PROBLEM DETAILS: Which lines of the records below contain the word "roads"? Report each of them in full.

THE RECORDS:
+-------+

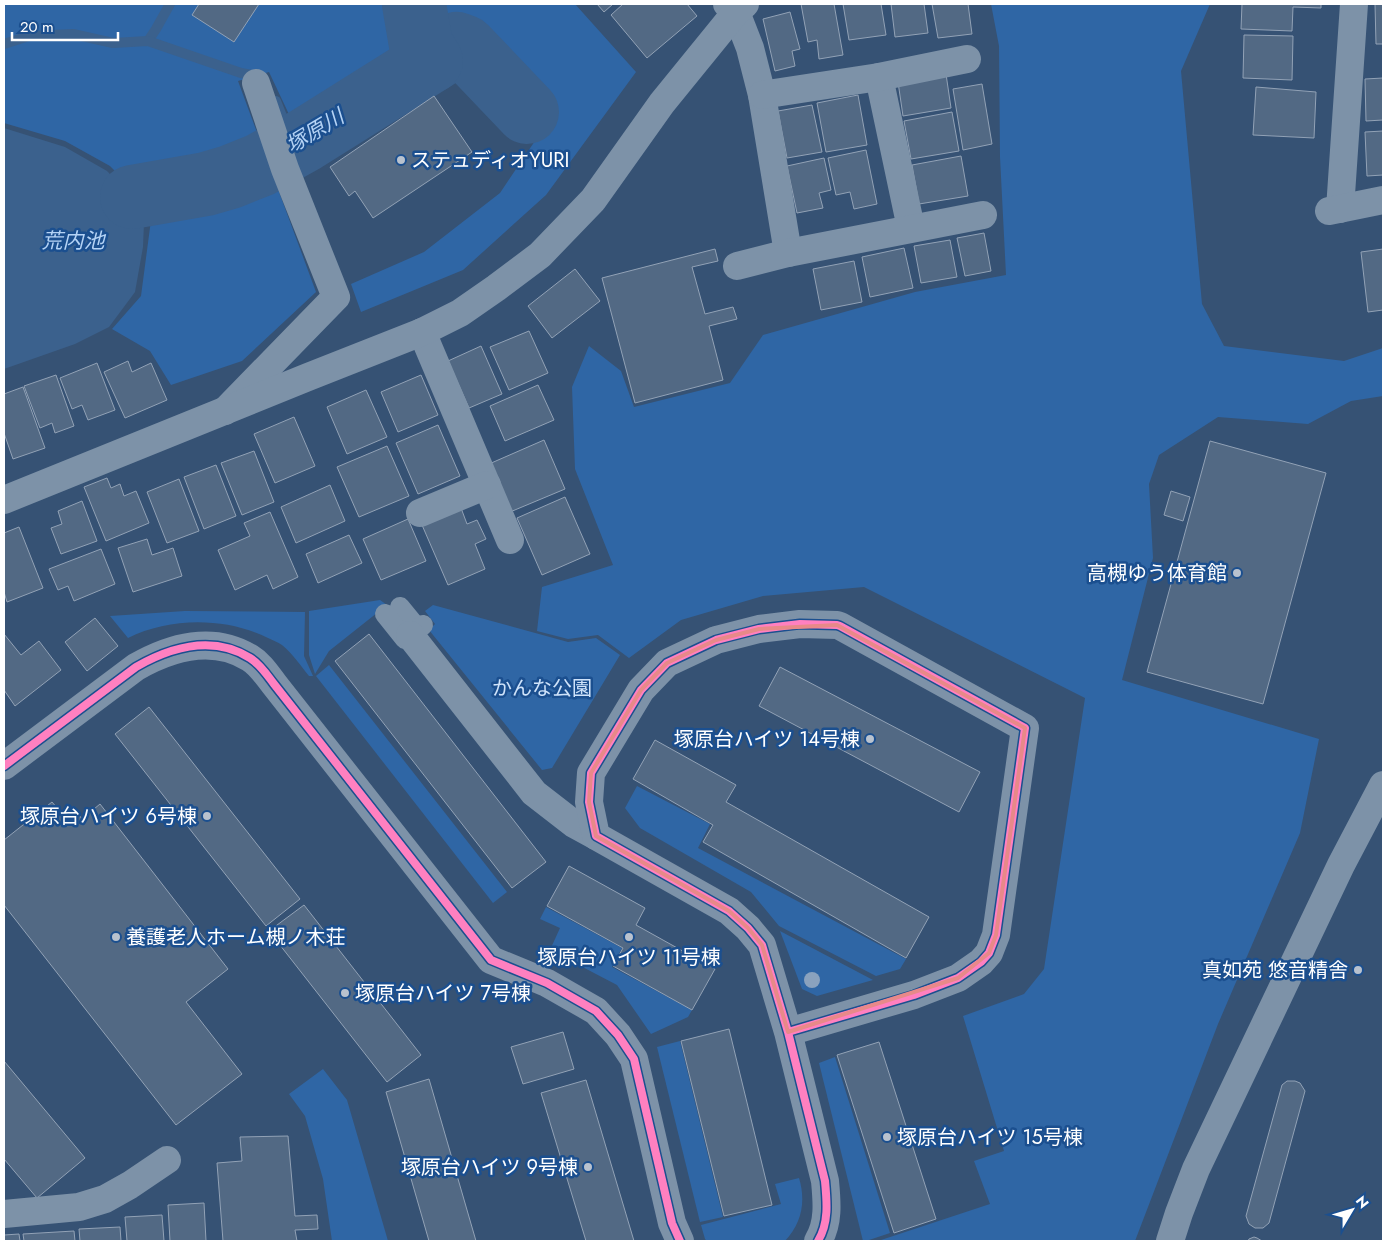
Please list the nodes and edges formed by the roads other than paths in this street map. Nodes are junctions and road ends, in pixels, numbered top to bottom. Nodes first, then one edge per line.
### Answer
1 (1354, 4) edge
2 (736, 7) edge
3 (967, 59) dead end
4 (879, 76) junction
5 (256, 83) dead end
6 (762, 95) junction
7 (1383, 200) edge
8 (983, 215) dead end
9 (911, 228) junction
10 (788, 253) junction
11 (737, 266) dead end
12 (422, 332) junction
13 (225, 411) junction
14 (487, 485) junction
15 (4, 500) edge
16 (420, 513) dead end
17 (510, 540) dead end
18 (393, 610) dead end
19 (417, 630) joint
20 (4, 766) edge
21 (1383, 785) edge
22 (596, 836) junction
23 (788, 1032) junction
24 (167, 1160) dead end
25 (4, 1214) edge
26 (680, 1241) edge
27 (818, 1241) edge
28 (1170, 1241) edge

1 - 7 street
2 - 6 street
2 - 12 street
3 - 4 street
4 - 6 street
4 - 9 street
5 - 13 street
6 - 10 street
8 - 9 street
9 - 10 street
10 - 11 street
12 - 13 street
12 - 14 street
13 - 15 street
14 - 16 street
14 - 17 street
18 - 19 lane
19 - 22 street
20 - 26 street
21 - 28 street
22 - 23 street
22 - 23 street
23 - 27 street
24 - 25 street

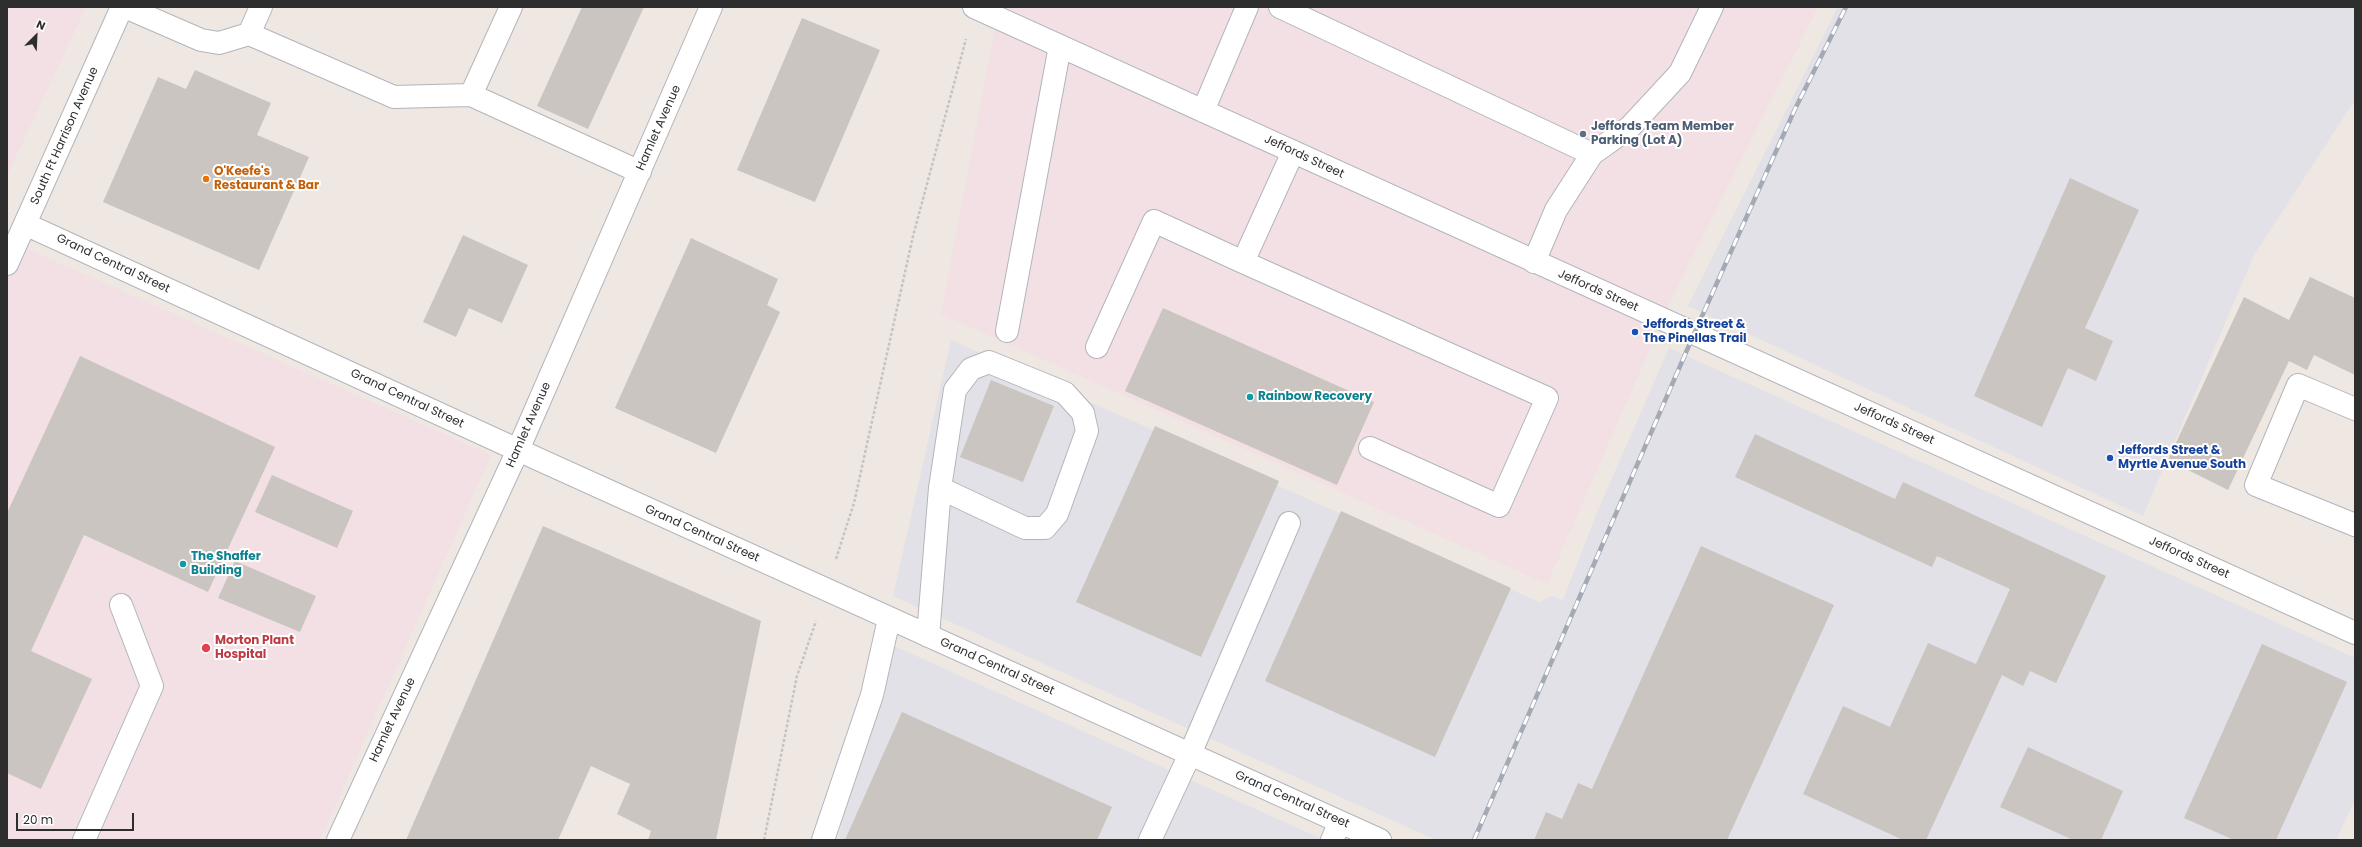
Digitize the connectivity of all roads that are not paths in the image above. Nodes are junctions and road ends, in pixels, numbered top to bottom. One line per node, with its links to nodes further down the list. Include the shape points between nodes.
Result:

+-------+

RESPONSE BELOW:
Please list the nodes and edges formed by the roads other than paths in this street map. Nodes are junctions and road ends, in pixels, numbered top to bottom. Nodes first, then one edge per line.
Digitize the connectivity of all roads that are not paths in the image above. Nodes are junctions and road ends, in pixels, numbered top to bottom. One line per node, with its links to nodes further down the list. Include the shape points between nodes.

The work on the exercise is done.